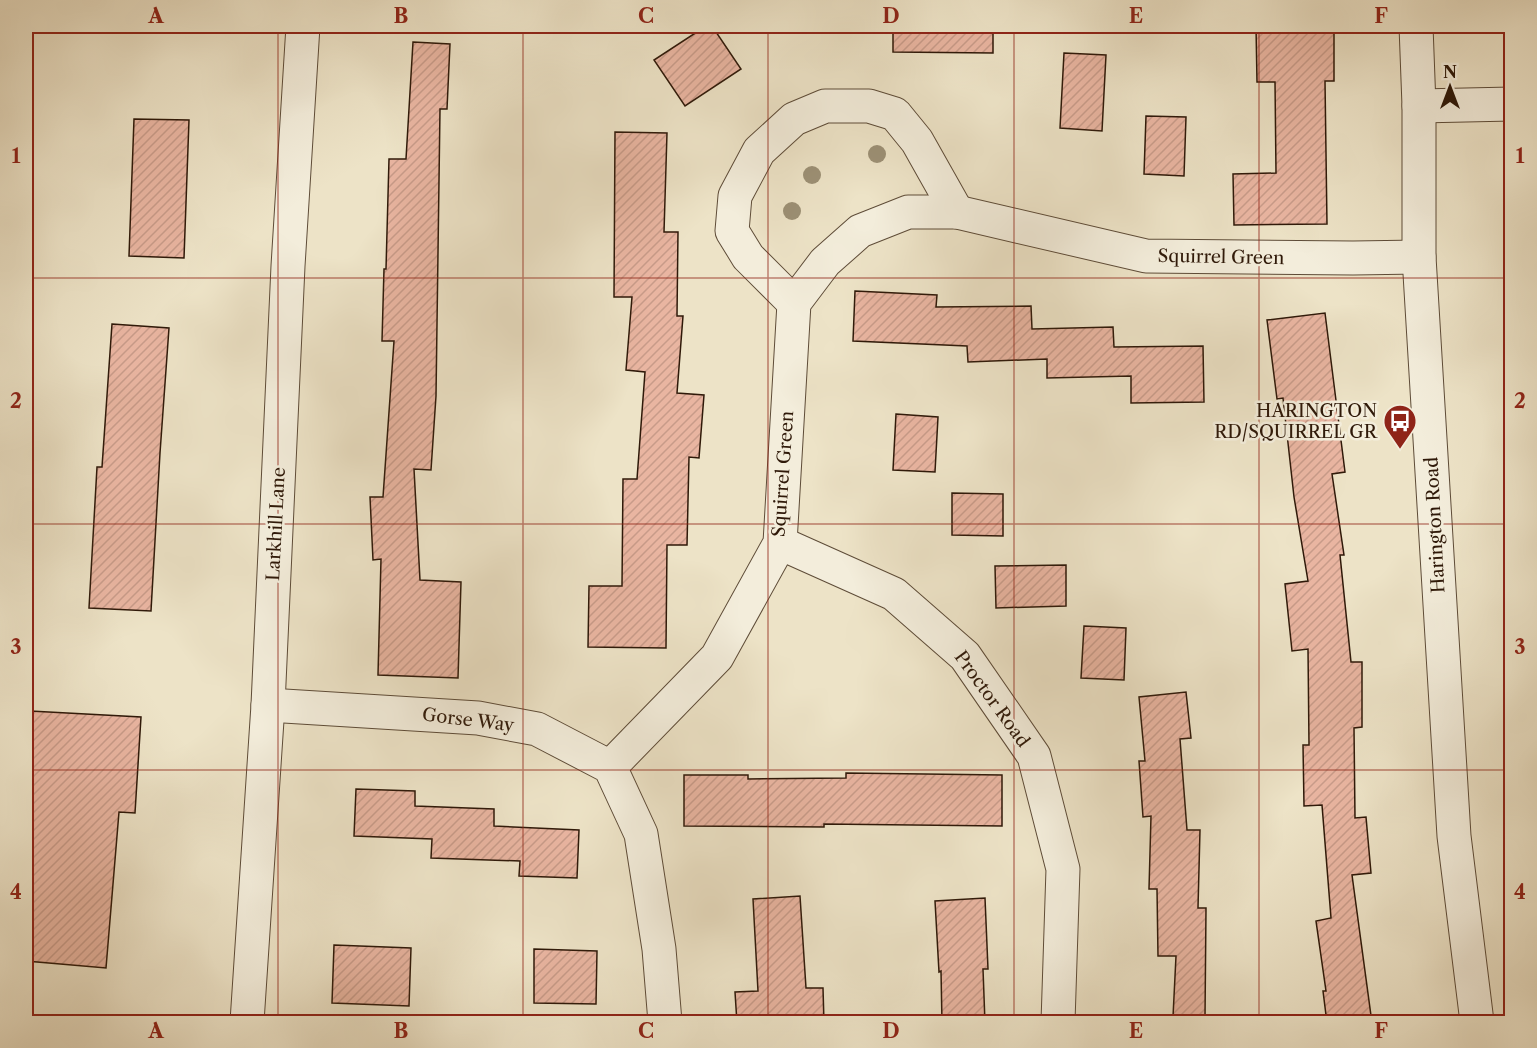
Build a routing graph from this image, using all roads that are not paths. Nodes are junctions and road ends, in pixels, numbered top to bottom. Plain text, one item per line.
1 (303, 26) edge
2 (1416, 26) edge
3 (1512, 104) edge
4 (1419, 106) junction
5 (957, 212) junction
6 (1419, 257) junction
7 (794, 303) junction
8 (780, 543) junction
9 (268, 705) junction
10 (610, 767) junction
11 (246, 1023) edge
12 (664, 1023) edge
13 (1058, 1023) edge
14 (1477, 1023) edge

1 - 9 street, Larkhill Lane
2 - 4 street, Harington Road
3 - 4 street
4 - 6 street, Harington Road
5 - 6 street, Squirrel Green
5 - 7 street, Squirrel Green
5 - 7 street
6 - 14 street, Harington Road
7 - 8 street, Squirrel Green
8 - 10 street, Squirrel Green
8 - 13 street, Proctor Road
9 - 10 street, Gorse Way
9 - 11 street, Larkhill Lane
10 - 12 street

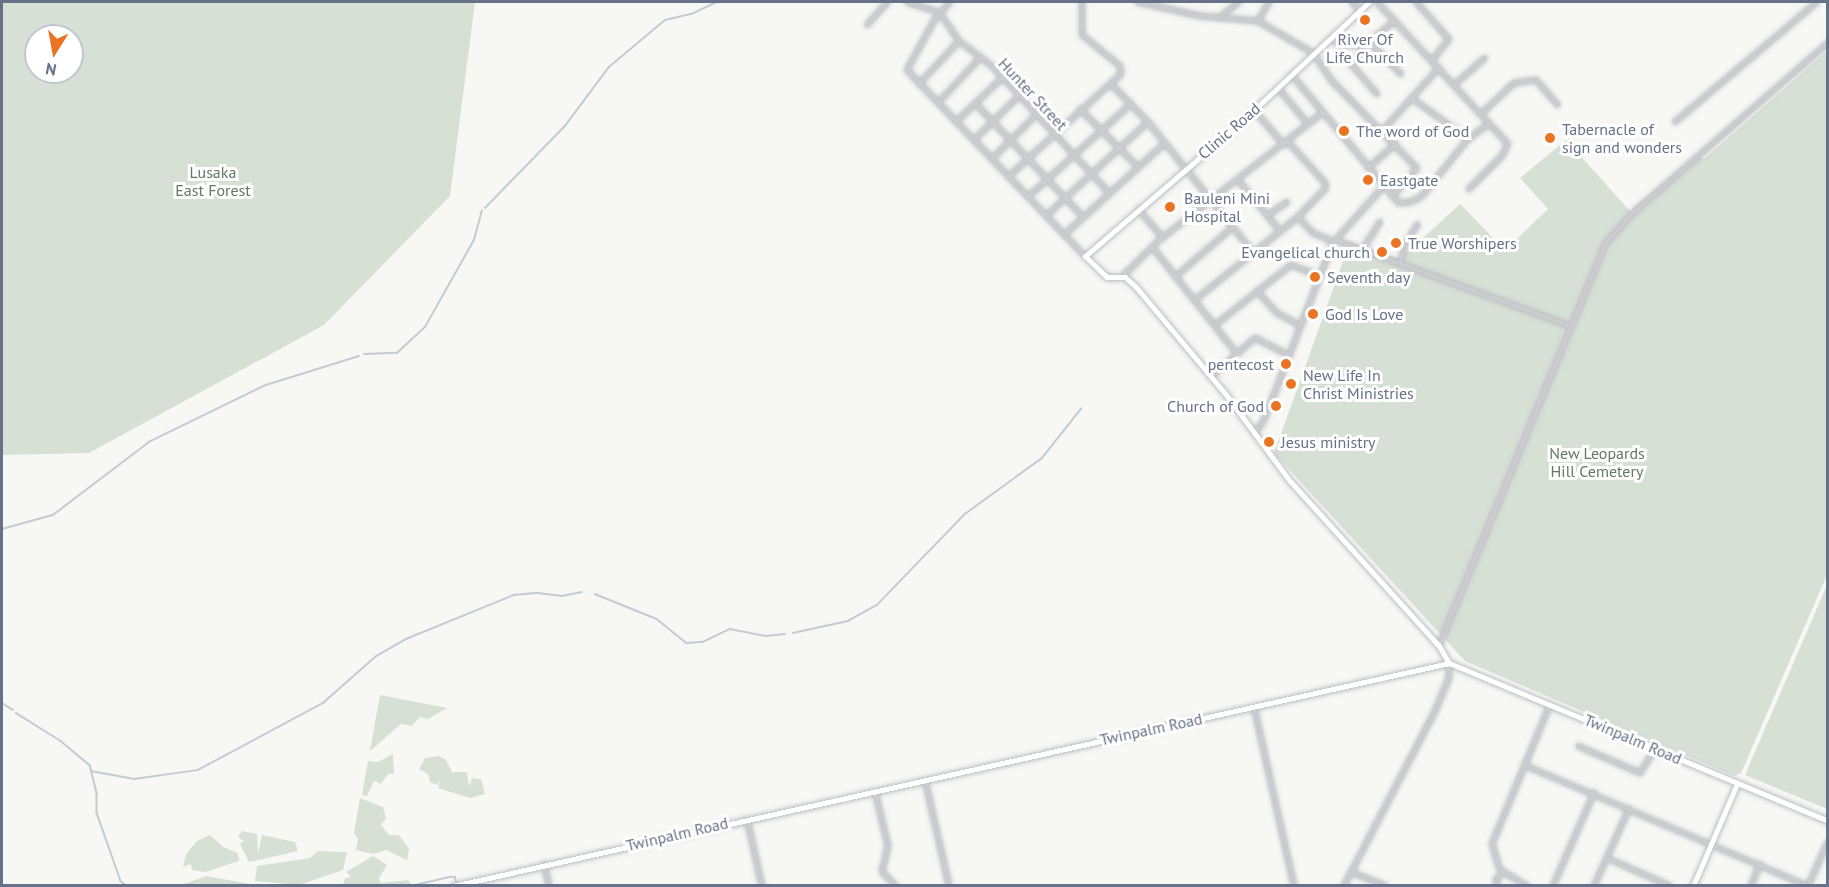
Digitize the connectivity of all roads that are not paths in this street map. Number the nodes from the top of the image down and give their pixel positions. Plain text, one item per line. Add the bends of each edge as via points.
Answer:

※

WHAT IS EXPECTED
Images stay out; the entries above are to be printed exactly.

TASK RESULT
Build a routing graph from this image, using all roads that are not paths. Nodes are junctions and road ends, in pixels, numbered top to bottom. Plain text, one item per line.
1 (303, 26) edge
2 (1416, 26) edge
3 (1512, 104) edge
4 (1419, 106) junction
5 (957, 212) junction
6 (1419, 257) junction
7 (794, 303) junction
8 (780, 543) junction
9 (268, 705) junction
10 (610, 767) junction
11 (246, 1023) edge
12 (664, 1023) edge
13 (1058, 1023) edge
14 (1477, 1023) edge

1 - 9 street, Larkhill Lane
2 - 4 street, Harington Road
3 - 4 street
4 - 6 street, Harington Road
5 - 6 street, Squirrel Green
5 - 7 street, Squirrel Green
5 - 7 street
6 - 14 street, Harington Road
7 - 8 street, Squirrel Green
8 - 10 street, Squirrel Green
8 - 13 street, Proctor Road
9 - 10 street, Gorse Way
9 - 11 street, Larkhill Lane
10 - 12 street

Digitize the connectivity of all roads that are not paths in this street map. Number the nodes from the top of the image down and give their pixel positions. Plain text, one item per line. Add the bends of each edge as via points.
Answer:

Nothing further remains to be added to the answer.